Pitt graduate students are conducting archaeological research throughout Latin America and Eurasia.  Here is a list of ongoing projects:

 Ryan Smith is interested in studying the organization and management of large-scale social and economic interaction networks in non-state societies and how these networks relate to social identity, conflict, subsistence, and shifts in political centralization. His dissertation research will explore a complex system of resource exchange and ritual interaction which connected highlands and lower-lying eastern valleys in the central Andes during late prehispanic periods (AD 1000-1530). One of the major goals of this research is to understand the development of these interaction networks in the Late Intermediate Period, a time marked by political segmentation and internecine conflict ushered by the fall of the Wari and Tiwanaku states around AD 1000 and lasting until the expansion of the Inca empire in the fifteenth century.

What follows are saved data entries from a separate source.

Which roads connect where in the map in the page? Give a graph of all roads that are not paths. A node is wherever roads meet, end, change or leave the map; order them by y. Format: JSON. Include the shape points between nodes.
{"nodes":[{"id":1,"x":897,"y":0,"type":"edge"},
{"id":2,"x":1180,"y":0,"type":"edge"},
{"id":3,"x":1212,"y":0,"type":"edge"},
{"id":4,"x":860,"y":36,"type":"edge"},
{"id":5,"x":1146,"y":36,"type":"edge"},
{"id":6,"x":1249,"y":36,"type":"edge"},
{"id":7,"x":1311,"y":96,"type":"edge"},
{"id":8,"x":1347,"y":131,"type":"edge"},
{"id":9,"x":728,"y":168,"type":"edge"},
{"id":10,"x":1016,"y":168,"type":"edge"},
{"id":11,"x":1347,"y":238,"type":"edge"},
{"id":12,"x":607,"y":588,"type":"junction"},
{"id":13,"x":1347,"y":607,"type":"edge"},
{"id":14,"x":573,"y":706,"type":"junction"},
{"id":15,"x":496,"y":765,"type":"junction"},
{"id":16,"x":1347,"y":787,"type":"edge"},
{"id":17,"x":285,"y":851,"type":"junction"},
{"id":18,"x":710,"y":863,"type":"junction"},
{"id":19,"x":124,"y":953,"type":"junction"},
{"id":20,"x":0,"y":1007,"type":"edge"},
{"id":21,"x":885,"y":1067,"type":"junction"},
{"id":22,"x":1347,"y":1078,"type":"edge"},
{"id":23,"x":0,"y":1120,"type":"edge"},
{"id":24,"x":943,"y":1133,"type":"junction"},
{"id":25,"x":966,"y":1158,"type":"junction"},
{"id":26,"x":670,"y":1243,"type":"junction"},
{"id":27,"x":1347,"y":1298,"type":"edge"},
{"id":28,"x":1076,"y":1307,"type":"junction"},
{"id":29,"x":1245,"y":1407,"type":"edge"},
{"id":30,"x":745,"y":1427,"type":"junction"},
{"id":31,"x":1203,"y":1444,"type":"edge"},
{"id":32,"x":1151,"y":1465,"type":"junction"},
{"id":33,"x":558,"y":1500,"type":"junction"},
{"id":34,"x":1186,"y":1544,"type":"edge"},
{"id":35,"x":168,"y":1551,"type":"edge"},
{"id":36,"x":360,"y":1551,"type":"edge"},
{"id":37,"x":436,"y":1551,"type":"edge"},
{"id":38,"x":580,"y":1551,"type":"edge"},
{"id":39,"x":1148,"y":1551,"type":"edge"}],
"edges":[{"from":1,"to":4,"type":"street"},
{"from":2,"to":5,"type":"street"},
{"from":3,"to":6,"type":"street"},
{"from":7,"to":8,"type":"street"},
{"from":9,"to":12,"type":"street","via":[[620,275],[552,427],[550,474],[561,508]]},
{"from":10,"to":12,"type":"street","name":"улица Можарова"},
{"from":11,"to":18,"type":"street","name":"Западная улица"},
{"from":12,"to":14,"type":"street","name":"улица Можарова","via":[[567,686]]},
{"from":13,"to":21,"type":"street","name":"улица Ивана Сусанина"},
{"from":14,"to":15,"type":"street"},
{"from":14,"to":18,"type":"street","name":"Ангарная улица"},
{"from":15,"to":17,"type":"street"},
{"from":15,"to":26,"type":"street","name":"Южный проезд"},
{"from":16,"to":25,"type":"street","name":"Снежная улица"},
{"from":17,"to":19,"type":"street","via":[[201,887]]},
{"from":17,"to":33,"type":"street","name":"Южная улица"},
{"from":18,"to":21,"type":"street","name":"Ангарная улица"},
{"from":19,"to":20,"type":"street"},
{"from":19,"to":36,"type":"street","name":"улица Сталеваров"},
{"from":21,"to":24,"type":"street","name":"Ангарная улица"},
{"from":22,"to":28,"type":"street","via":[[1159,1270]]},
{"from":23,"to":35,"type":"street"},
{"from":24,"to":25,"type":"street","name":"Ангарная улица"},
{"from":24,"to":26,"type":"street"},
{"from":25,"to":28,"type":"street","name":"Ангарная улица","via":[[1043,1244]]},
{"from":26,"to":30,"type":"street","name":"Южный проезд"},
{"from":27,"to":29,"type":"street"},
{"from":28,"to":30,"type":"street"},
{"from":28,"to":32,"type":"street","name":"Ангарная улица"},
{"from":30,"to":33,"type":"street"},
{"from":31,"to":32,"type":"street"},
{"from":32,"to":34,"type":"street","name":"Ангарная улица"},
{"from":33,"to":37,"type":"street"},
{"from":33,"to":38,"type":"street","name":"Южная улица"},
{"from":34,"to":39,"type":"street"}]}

 Wenjing Wang studies the regional settlement patterns and community structures of early complex societies in late Neolithic China. Her current research focuses on the developmental trajectory of social change in Lingjiatan society (5700-5300 BP) in Chaohu area, Yangzi river, China. Specifically, she is interested in the comparative study of the process leading to social complexity between Lingjiatan society and Hongshan society (in the Northeastern China), and tries to make contribution to understanding the different/similar paths taken by early complex societies in the formation and development of sociopolitical inequality.  She uses regional-scale data to reconstruct the scale and nature of human communities; and uses community/household scale data to reconstruct the nature and degree of wealth, prestige, productive and ritual differentiation within local communities. She spent part of her 2012 summer in Kenya excavating sites of Swahili Culture, and part of her 2014 summer in Peru surveying sites in the Leche Valley.

 Igor Chechushkov is interested in the development of the early complex societies in Bronze Age Eurasia (2000-1700 BC). His ongoing project evaluates ways of social-political organization of the so-called "Country of Towns" in the southern Urals, Russia (the Sintashta-Petrovka archaeological culture). Specifically, the project seeks the missing part of society: people who substantially contributed to the production of vital resources and building of the fortified settlements, but who had very simple life-style, which is almost invisible archaeologically. To do that, Igor uses the methodology of local-scale survey and excavation, as well as geochemistry and soil morphology.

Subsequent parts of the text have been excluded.